→ TASK PROMPT
Write out every line below that contains "Mattstrasse".

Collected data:
-----
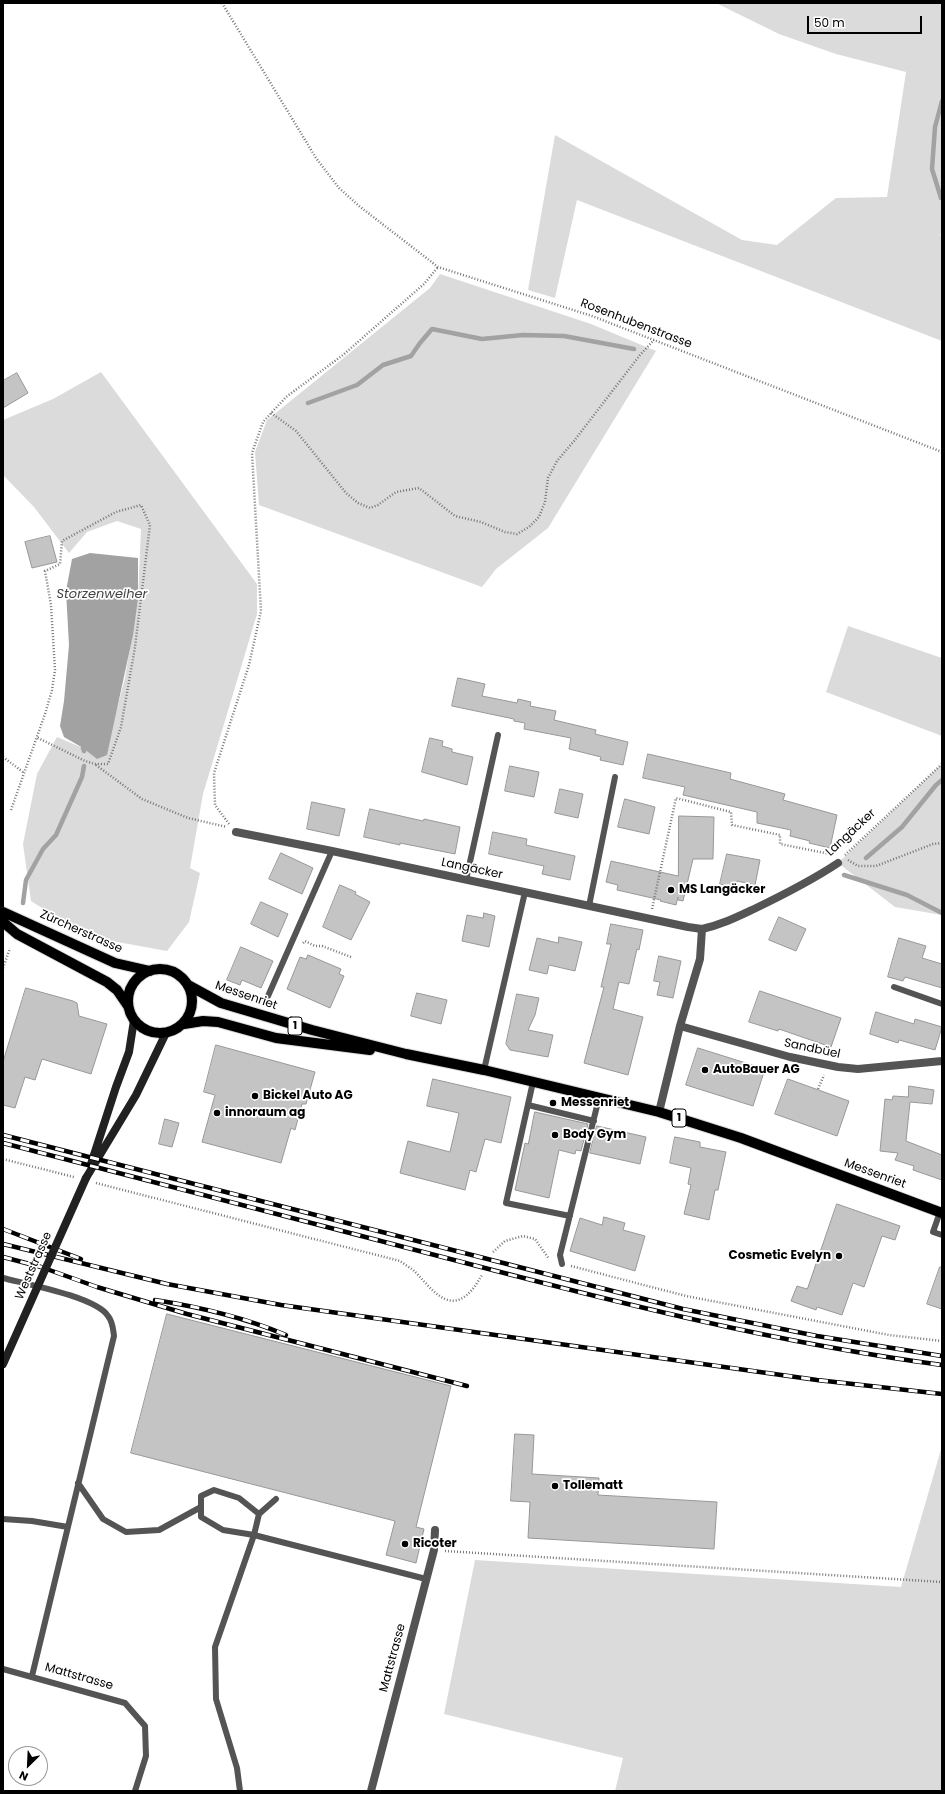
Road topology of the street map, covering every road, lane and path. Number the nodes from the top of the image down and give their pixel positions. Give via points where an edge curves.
1 (222, 3) edge
2 (438, 267) junction
3 (654, 340) junction
4 (272, 413) junction
5 (942, 452) edge
6 (498, 735) dead end
7 (36, 737) junction
8 (3, 757) edge
9 (95, 764) junction
10 (942, 764) edge
11 (23, 772) junction
12 (615, 777) dead end
13 (11, 810) dead end
14 (236, 832) junction
15 (942, 843) edge
16 (332, 851) junction
17 (841, 860) junction
18 (466, 880) junction
19 (525, 892) junction
20 (589, 906) junction
21 (3, 912) edge
22 (650, 919) junction
23 (3, 922) edge
24 (702, 929) junction
25 (10, 948) dead end
26 (300, 948) dead end
27 (351, 957) dead end
28 (3, 968) edge
29 (150, 971) junction
30 (188, 985) junction
31 (894, 987) dead end
32 (268, 996) dead end
33 (942, 1004) edge
34 (128, 1006) junction
35 (134, 1020) junction
36 (184, 1024) junction
37 (680, 1026) junction
38 (321, 1032) junction
39 (166, 1033) junction
40 (319, 1045) junction
41 (406, 1054) junction
42 (941, 1059) edge
43 (484, 1070) junction
44 (533, 1082) junction
45 (599, 1098) junction
46 (528, 1105) junction
47 (659, 1112) junction
48 (594, 1121) junction
49 (3, 1159) edge
50 (83, 1178) junction
51 (95, 1183) dead end
52 (941, 1212) edge
53 (570, 1216) junction
54 (942, 1235) edge
55 (493, 1252) dead end
56 (562, 1264) junction
57 (482, 1275) dead end
58 (3, 1278) edge
59 (942, 1341) edge
60 (3, 1364) edge
61 (78, 1484) junction
62 (276, 1499) dead end
63 (201, 1506) junction
64 (259, 1514) junction
65 (3, 1519) edge
66 (68, 1527) junction
67 (435, 1530) dead end
68 (254, 1535) junction
69 (434, 1550) junction
70 (426, 1579) junction
71 (942, 1582) edge
72 (3, 1669) edge
73 (32, 1676) junction
74 (136, 1791) edge
75 (240, 1791) edge
76 (371, 1791) edge

1 - 2 path, Rosenhubenstrasse via 316,158 339,188
2 - 3 path, Rosenhubenstrasse via 592,316
2 - 4 path via 424,284 343,355 286,397
3 - 4 path via 558,461 548,478 545,502 539,517 517,534 455,516 418,488 396,492 370,508 358,503 346,493 296,432
3 - 5 path, Rosenhubenstrasse
4 - 14 path via 263,422 252,453 261,611 249,665 214,773 215,805
6 - 18 lane
7 - 9 path
7 - 9 path via 52,690 55,670 51,605 45,571 60,564 62,541 116,512 141,505 150,525 135,647 121,727 108,764
7 - 11 path
8 - 11 path
9 - 14 path via 142,799 188,818 224,826
10 - 17 path, Langäcker
11 - 13 path
12 - 20 lane
14 - 16 street, Langäcker
15 - 17 path via 933,844 876,866 858,866
16 - 18 street, Langäcker
16 - 32 lane
17 - 22 path via 780,844 780,835 732,825 731,812 676,798
17 - 24 street, Langäcker via 806,884 724,923
18 - 19 street, Langäcker
19 - 20 street, Langäcker
19 - 43 lane
20 - 22 street, Langäcker
21 - 29 main road, Zürcherstrasse via 115,963
22 - 24 street, Langäcker
23 - 34 main road via 17,934 107,982 117,990
24 - 37 street via 700,959
25 - 28 path
26 - 27 path via 305,941
29 - 30 main road, Messenriet via 159,969 176,973
29 - 34 main road via 142,974 131,988
30 - 36 main road via 193,1006
30 - 38 main road, Messenriet / 1 via 221,1003
31 - 33 lane
34 - 35 main road
35 - 39 main road via 148,1031
35 - 50 main road, Weststrasse via 129,1052
36 - 39 main road, Messenriet
36 - 40 main road, Messenriet / 1 via 203,1020 218,1022 276,1038
37 - 42 street, Sandbüel via 790,1058 838,1067 858,1068
37 - 47 street
38 - 40 main road via 324,1038 323,1043
38 - 41 main road, Messenriet / 1
39 - 50 main road, Weststrasse via 136,1095
40 - 41 main road, Messenriet / 1
41 - 43 main road, Messenriet / 1
43 - 44 main road, Messenriet / 1
44 - 45 main road, Messenriet / 1
44 - 46 lane
45 - 47 main road, Messenriet / 1
45 - 48 lane
46 - 48 lane
46 - 53 lane via 506,1203
47 - 52 main road, Messenriet / 1 via 741,1138
48 - 53 lane
49 - 50 path
50 - 60 main road, Weststrasse, bridge
51 - 57 path via 400,1261 445,1299 464,1298
52 - 54 lane via 933,1232
53 - 56 lane via 560,1255
55 - 56 path via 505,1241 524,1236 535,1239 549,1259
56 - 59 path via 686,1296 889,1335
58 - 61 lane via 95,1304 108,1314 113,1324 114,1336
61 - 63 lane via 103,1519 126,1532 159,1530
61 - 66 lane
62 - 64 lane
63 - 64 lane via 201,1496 214,1490 239,1498
63 - 68 lane via 201,1518 223,1530
64 - 68 lane
65 - 66 lane
66 - 73 lane
67 - 69 street, Mattstrasse
68 - 70 lane
68 - 75 lane via 215,1647 216,1699 237,1768
69 - 70 street, Mattstrasse
69 - 71 path
70 - 76 street, Mattstrasse
72 - 73 lane, Mattstrasse
73 - 74 lane, Mattstrasse via 125,1703 145,1726 146,1756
-----
→ EXERCISE OUTPUT
67 - 69 street, Mattstrasse
69 - 70 street, Mattstrasse
70 - 76 street, Mattstrasse
72 - 73 lane, Mattstrasse
73 - 74 lane, Mattstrasse via 125,1703 145,1726 146,1756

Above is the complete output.